Yes and No campaigners are making their final pitches to voters with less than 24 hours to go until polls open on referendum day.
Prime Minister Anthony Albanese was in Adelaide this morning encouraging voters to back the proposed Voice to parliament, saying creating the body to benefit First Nations peoples would cost Australians nothing.
"This is a time where Australians have that opportunity to show the generosity of spirit that I see in the Australian character where at the worst of times we always see the best of the Australian character," he said.
"I hope we see you tomorrow. I hope we see that generosity. And I call upon my fellow Australians to vote Yes tomorrow."
Albanese is also preparing to address the nation on Saturday night.
It is not common practice for prime ministers to give a speech on referendum night, but according to the Sydney Morning Herald, Albanese will seek to "knit the country back together" after the divisive campaign.
Polls are indicating Australians won't deliver the Yes vote Albanese has been calling for since before last year's federal election.
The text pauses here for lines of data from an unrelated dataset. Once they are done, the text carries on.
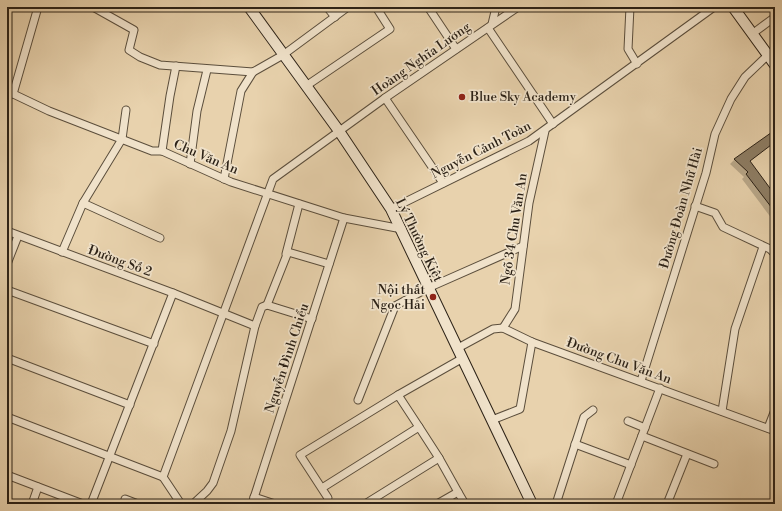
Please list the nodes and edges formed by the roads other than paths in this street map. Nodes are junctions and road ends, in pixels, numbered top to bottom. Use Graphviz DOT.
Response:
graph roads {
  1 [pos="38,7"];
  2 [pos="94,7"];
  3 [pos="249,7"];
  4 [pos="327,7"];
  5 [pos="348,7"];
  6 [pos="376,7"];
  7 [pos="428,7"];
  8 [pos="436,7"];
  9 [pos="496,7"];
  10 [pos="518,7"];
  11 [pos="630,7"];
  12 [pos="714,7"];
  13 [pos="732,7"];
  14 [pos="434,15"];
  15 [pos="335,17"];
  16 [pos="775,17"];
  17 [pos="490,26"];
  18 [pos="752,34"];
  19 [pos="456,49"];
  20 [pos="283,55"];
  21 [pos="768,55"];
  22 [pos="637,64"];
  23 [pos="775,65"];
  24 [pos="176,66"];
  25 [pos="207,70"];
  26 [pos="253,72"];
  27 [pos="306,86"];
  28 [pos="10,92"];
  29 [pos="385,98"];
  30 [pos="126,110"];
  31 [pos="554,124"];
  32 [pos="339,131"];
  33 [pos="545,131"];
  34 [pos="122,139"];
  35 [pos="162,151"];
  36 [pos="190,164"];
  37 [pos="224,179"];
  38 [pos="443,183"];
  39 [pos="267,194"];
  40 [pos="83,203"];
  41 [pos="299,204"];
  42 [pos="696,206"];
  43 [pos="391,208"];
  44 [pos="344,218"];
  45 [pos="402,229"];
  46 [pos="7,231"];
  47 [pos="18,236"];
  48 [pos="160,238"];
  49 [pos="523,246"];
  50 [pos="763,247"];
  51 [pos="62,252"];
  52 [pos="286,254"];
  53 [pos="775,254"];
  54 [pos="7,264"];
  55 [pos="330,264"];
  56 [pos="428,288"];
  57 [pos="7,290"];
  58 [pos="174,293"];
  59 [pos="267,305"];
  60 [pos="224,314"];
  61 [pos="312,319"];
  62 [pos="255,326"];
  63 [pos="503,328"];
  64 [pos="532,342"];
  65 [pos="154,344"];
  66 [pos="458,348"];
  67 [pos="7,358"];
  68 [pos="463,358"];
  69 [pos="641,381"];
  70 [pos="660,388"];
  71 [pos="398,395"];
  72 [pos="358,400"];
  73 [pos="130,406"];
  74 [pos="593,410"];
  75 [pos="775,410"];
  76 [pos="722,411"];
  77 [pos="7,417"];
  78 [pos="492,420"];
  79 [pos="628,421"];
  80 [pos="419,427"];
  81 [pos="645,428"];
  82 [pos="772,430"];
  83 [pos="642,436"];
  84 [pos="575,444"];
  85 [pos="687,454"];
  86 [pos="109,457"];
  87 [pos="439,458"];
  88 [pos="714,464"];
  89 [pos="631,465"];
  90 [pos="7,475"];
  91 [pos="163,477"];
  92 [pos="38,487"];
  93 [pos="322,488"];
  94 [pos="458,492"];
  95 [pos="125,499"];
  96 [pos="253,500"];
  97 [pos="328,502"];
  98 [pos="32,504"];
  99 [pos="83,504"];
  100 [pos="91,504"];
  101 [pos="138,504"];
  102 [pos="181,504"];
  103 [pos="192,504"];
  104 [pos="275,504"];
  105 [pos="365,504"];
  106 [pos="438,504"];
  107 [pos="465,504"];
  108 [pos="532,504"];
  109 [pos="556,504"];
  110 [pos="616,504"];
  111 [pos="667,504"];
  1 -- 28 [label="street"];
  2 -- 24 [label="street"];
  3 -- 20 [label="street, Lý Thường Kiệt"];
  4 -- 15 [label="street"];
  5 -- 15 [label="street"];
  6 -- 27 [label="street"];
  7 -- 14 [label="street"];
  8 -- 14 [label="street"];
  9 -- 17 [label="street"];
  10 -- 17 [label="street, Hoàng Nghĩa Lương"];
  11 -- 22 [label="street"];
  12 -- 22 [label="street, Nguyễn Cảnh Toàn"];
  13 -- 18 [label="street"];
  14 -- 19 [label="street"];
  15 -- 20 [label="street"];
  16 -- 18 [label="street"];
  17 -- 19 [label="street, Hoàng Nghĩa Lương"];
  17 -- 31 [label="street"];
  18 -- 21 [label="street"];
  19 -- 29 [label="street, Hoàng Nghĩa Lương"];
  20 -- 26 [label="street"];
  20 -- 27 [label="street, Lý Thường Kiệt"];
  21 -- 23 [label="street"];
  21 -- 42 [label="street, Đường Đoàn Nhữ Hài"];
  22 -- 31 [label="street, Nguyễn Cảnh Toàn"];
  24 -- 25 [label="street"];
  24 -- 35 [label="street"];
  25 -- 26 [label="street"];
  25 -- 36 [label="street"];
  26 -- 37 [label="street"];
  27 -- 32 [label="street, Lý Thường Kiệt"];
  28 -- 34 [label="street, Chu Văn An"];
  29 -- 32 [label="street, Hoàng Nghĩa Lương"];
  29 -- 38 [label="street"];
  30 -- 34 [label="street"];
  31 -- 33 [label="street, Nguyễn Cảnh Toàn"];
  32 -- 39 [label="street, Hoàng Nghĩa Lương"];
  32 -- 43 [label="street, Lý Thường Kiệt"];
  33 -- 38 [label="street, Nguyễn Cảnh Toàn"];
  33 -- 49 [label="street, Ngõ 34 Chu Văn An"];
  34 -- 35 [label="street, Chu Văn An"];
  34 -- 40 [label="street"];
  35 -- 36 [label="street, Chu Văn An"];
  36 -- 37 [label="street, Chu Văn An"];
  37 -- 39 [label="street, Chu Văn An"];
  38 -- 43 [label="street, Nguyễn Cảnh Toàn"];
  39 -- 41 [label="street, Chu Văn An"];
  39 -- 60 [label="street, Hoàng Nghĩa Lương"];
  40 -- 48 [label="street"];
  40 -- 51 [label="street"];
  41 -- 44 [label="street, Chu Văn An"];
  41 -- 52 [label="street"];
  42 -- 50 [label="street"];
  42 -- 69 [label="street, Đường Đoàn Nhữ Hài"];
  43 -- 45 [label="street, Lý Thường Kiệt"];
  44 -- 45 [label="street, Chu Văn An"];
  44 -- 55 [label="street, Nguyễn Đình Chiểu"];
  45 -- 56 [label="street, Lý Thường Kiệt"];
  46 -- 47 [label="street, Đường Số 2"];
  47 -- 51 [label="street, Đường Số 2"];
  47 -- 54 [label="street"];
  49 -- 56 [label="street"];
  49 -- 63 [label="street, Ngõ 34 Chu Văn An"];
  50 -- 53 [label="street"];
  50 -- 76 [label="street"];
  51 -- 58 [label="street, Đường Số 2"];
  52 -- 55 [label="street"];
  52 -- 59 [label="street"];
  55 -- 61 [label="street, Nguyễn Đình Chiểu"];
  56 -- 66 [label="street, Lý Thường Kiệt"];
  56 -- 72 [label="street"];
  57 -- 65 [label="street"];
  58 -- 60 [label="street, Đường Số 2"];
  58 -- 65 [label="street"];
  59 -- 61 [label="street"];
  59 -- 62 [label="street"];
  60 -- 62 [label="street, Đường Số 2"];
  60 -- 91 [label="street, Hoàng Nghĩa Lương"];
  61 -- 96 [label="street, Nguyễn Đình Chiểu"];
  62 -- 103 [label="street"];
  63 -- 64 [label="street, Đường Chu Văn An"];
  63 -- 66 [label="street"];
  64 -- 69 [label="street, Đường Chu Văn An"];
  64 -- 78 [label="street"];
  65 -- 73 [label="street"];
  66 -- 68 [label="street, Lý Thường Kiệt"];
  67 -- 73 [label="street"];
  68 -- 71 [label="street"];
  68 -- 78 [label="street, Lý Thường Kiệt"];
  69 -- 70 [label="street, Đường Chu Văn An"];
  70 -- 76 [label="street, Đường Chu Văn An"];
  70 -- 81 [label="street"];
  71 -- 80 [label="street"];
  71 -- 93 [label="street"];
  73 -- 86 [label="street"];
  74 -- 84 [label="street"];
  75 -- 82 [label="street"];
  76 -- 82 [label="street, Đường Chu Văn An"];
  77 -- 86 [label="street"];
  78 -- 108 [label="street, Lý Thường Kiệt"];
  79 -- 81 [label="street"];
  80 -- 87 [label="street"];
  80 -- 93 [label="street"];
  81 -- 83 [label="street"];
  83 -- 85 [label="street"];
  83 -- 89 [label="street"];
  84 -- 89 [label="street"];
  84 -- 109 [label="street"];
  85 -- 88 [label="street"];
  85 -- 111 [label="street"];
  86 -- 91 [label="street"];
  86 -- 100 [label="street"];
  87 -- 94 [label="street"];
  87 -- 105 [label="street"];
  89 -- 110 [label="street"];
  90 -- 92 [label="street"];
  91 -- 102 [label="street"];
  92 -- 98 [label="street"];
  92 -- 99 [label="street"];
  93 -- 97 [label="street"];
  94 -- 106 [label="street"];
  94 -- 107 [label="street"];
  95 -- 101 [label="street"];
  96 -- 104 [label="street"];
}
Opinion polls are placing support for the Voice in the low to mid-40s while more than 50 per cent of voters are planning to cast a No ballot.
How Australia voted in all 44 of the nation's referendums
But with some surveys showing up to a quarter of voters remain undecided heading into referendum day, Yes campaigners are remaining optimistic about what would be a miraculous turnaround at the polling booth.
"This is not a political issue and should never have been a political issue," Yes campaigner and former Liberal MP Pat Farmer, fresh off finishing his 14,500km run around Australia, said in Adelaide.
"This is something that involves humid rights. It is about closing the gap.
"I have seen first-hand not only on this occasion but on the many occasions when I have travelled outback and around Australia... the need and the concerns that you would normally only ever get in overseas third-world countries.
"Australia can do better. Australia will do better. I have faith in the Australian people to vote Yes on Saturday and to change things for the better and to support future generations."
Meanwhile, Opposition Leader Peter Dutton once again called on Australians to reject the proposal due to a number of concerns including a lack of detail.
"I hope it's a No vote on the weekend because it hasn't been properly explained," he told Today.
"It's divisive. It's permanent once it goes into the Constitution and I just don't think, in their millions, Australians will support it.
"In fact, quite the opposite. I think they're angry because the detail hasn't been provided."
Fellow No campaigner Jacinta Nampijinpa Price yesterday became one of the roughly five million Australians to have voted early when she cast her ballot in Alice Springs.
"It's not difficult to say No when it can't be demonstrated how it's supposed to make anybody's life better," Price told A Current Affair last night.